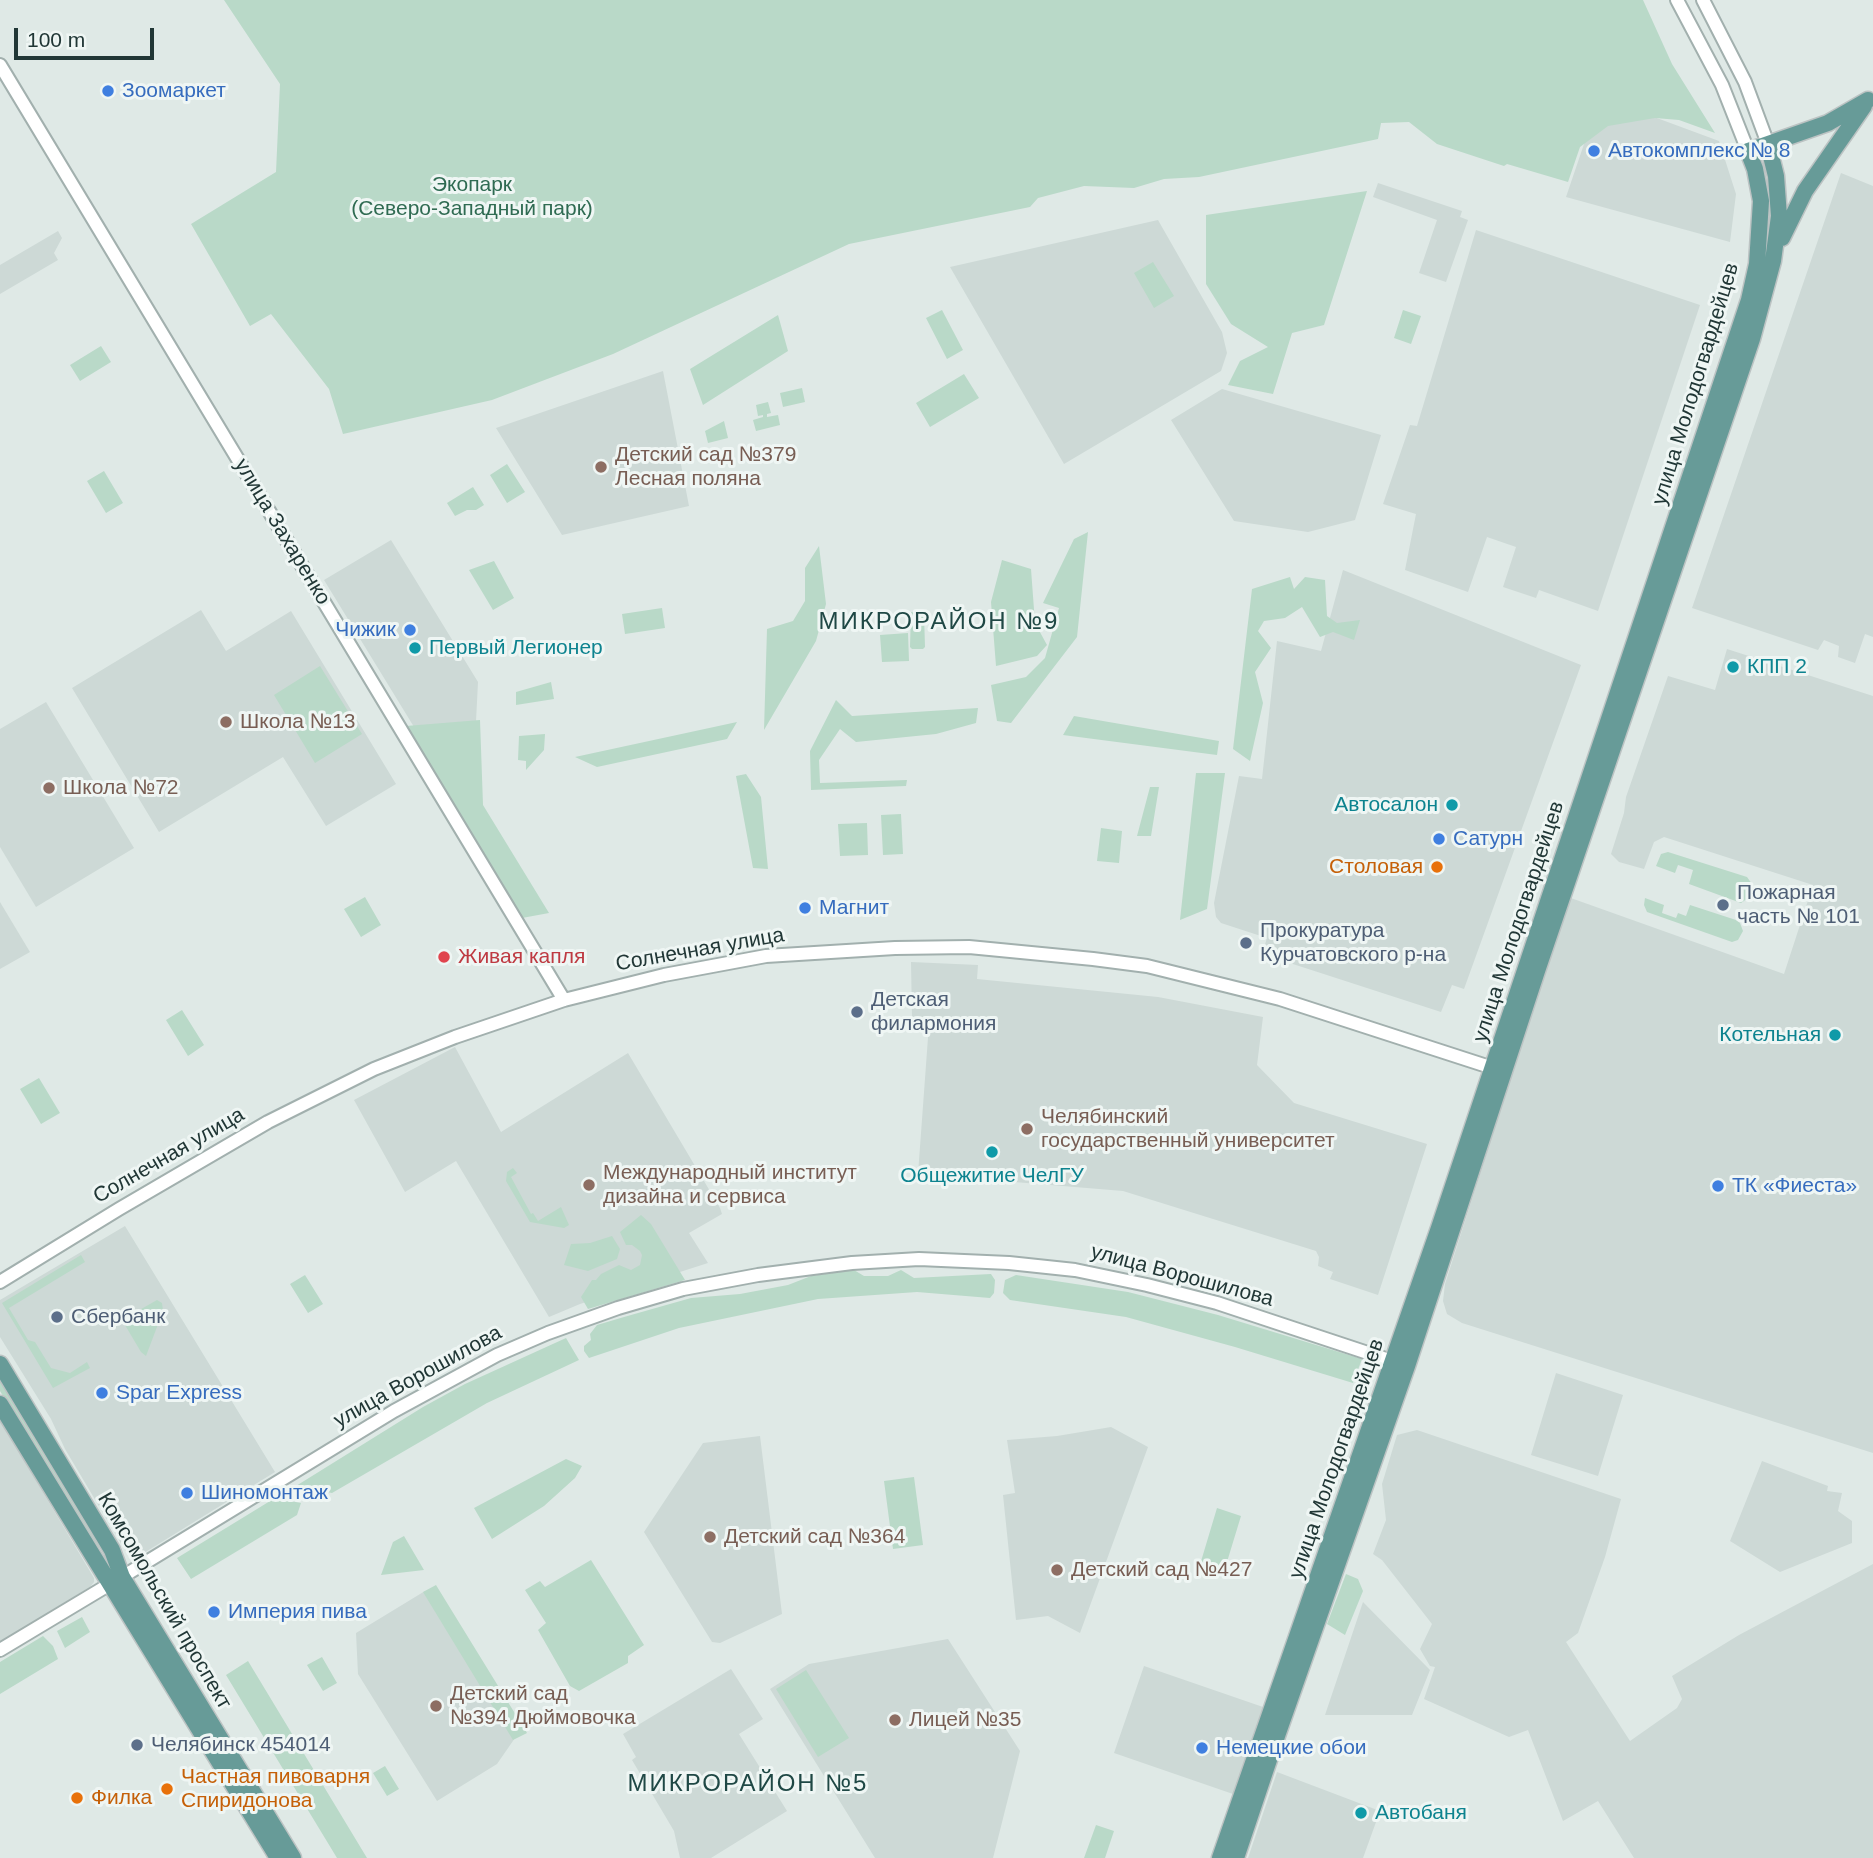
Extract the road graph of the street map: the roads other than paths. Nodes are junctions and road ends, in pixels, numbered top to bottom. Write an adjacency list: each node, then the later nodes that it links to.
1 (1677, 0): 6 (street, улица Молодогвардейцев)
2 (1703, 0): 5 (street, улица Молодогвардейцев)
3 (0, 65): 9 (street, улица Захаренко)
4 (1870, 96): 5 (main road); 7 (main road)
5 (1768, 144): 6 (main road); 7 (main road, улица Молодогвардейцев)
6 (1748, 151): 8 (main road, улица Молодогвардейцев)
7 (1773, 261): 8 (main road, улица Молодогвардейцев)
8 (1637, 657): 10 (main road, улица Молодогвардейцев)
9 (564, 1000): 10 (street, Солнечная улица); 11 (street, Солнечная улица)
10 (1498, 1070): 12 (main road, улица Молодогвардейцев)
11 (0, 1283)
12 (1399, 1363): 15 (street, улица Ворошилова); 18 (main road, улица Молодогвардейцев)
13 (0, 1364): 15 (main road, Комсомольский проспект)
14 (0, 1404): 15 (main road, Комсомольский проспект)
15 (116, 1581): 16 (street, улица Ворошилова); 17 (main road, Комсомольский проспект); 19 (main road, Комсомольский проспект)
16 (0, 1650)
17 (184, 1704): 19 (main road); 20 (main road, Комсомольский проспект)
18 (1272, 1731): 22 (main road, улица Молодогвардейцев); 23 (main road, улица Молодогвардейцев)
19 (219, 1736): 21 (main road, Комсомольский проспект)
20 (278, 1858)
21 (293, 1858)
22 (1220, 1858)
23 (1236, 1858)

■ ■ ■ ■

* _ABOUT THIS EXERCISE_: Your task is to reproduce all of the material exactly. The pictures stay out.

* _REPLY TO THE EXERCISE_:
Extract the road graph of the street map: the roads other than paths. Nodes are junctions and road ends, in pixels, numbered top to bottom. Write an adjacency list: each node, then the later nodes that it links to.
1 (1677, 0): 6 (street, улица Молодогвардейцев)
2 (1703, 0): 5 (street, улица Молодогвардейцев)
3 (0, 65): 9 (street, улица Захаренко)
4 (1870, 96): 5 (main road); 7 (main road)
5 (1768, 144): 6 (main road); 7 (main road, улица Молодогвардейцев)
6 (1748, 151): 8 (main road, улица Молодогвардейцев)
7 (1773, 261): 8 (main road, улица Молодогвардейцев)
8 (1637, 657): 10 (main road, улица Молодогвардейцев)
9 (564, 1000): 10 (street, Солнечная улица); 11 (street, Солнечная улица)
10 (1498, 1070): 12 (main road, улица Молодогвардейцев)
11 (0, 1283)
12 (1399, 1363): 15 (street, улица Ворошилова); 18 (main road, улица Молодогвардейцев)
13 (0, 1364): 15 (main road, Комсомольский проспект)
14 (0, 1404): 15 (main road, Комсомольский проспект)
15 (116, 1581): 16 (street, улица Ворошилова); 17 (main road, Комсомольский проспект); 19 (main road, Комсомольский проспект)
16 (0, 1650)
17 (184, 1704): 19 (main road); 20 (main road, Комсомольский проспект)
18 (1272, 1731): 22 (main road, улица Молодогвардейцев); 23 (main road, улица Молодогвардейцев)
19 (219, 1736): 21 (main road, Комсомольский проспект)
20 (278, 1858)
21 (293, 1858)
22 (1220, 1858)
23 (1236, 1858)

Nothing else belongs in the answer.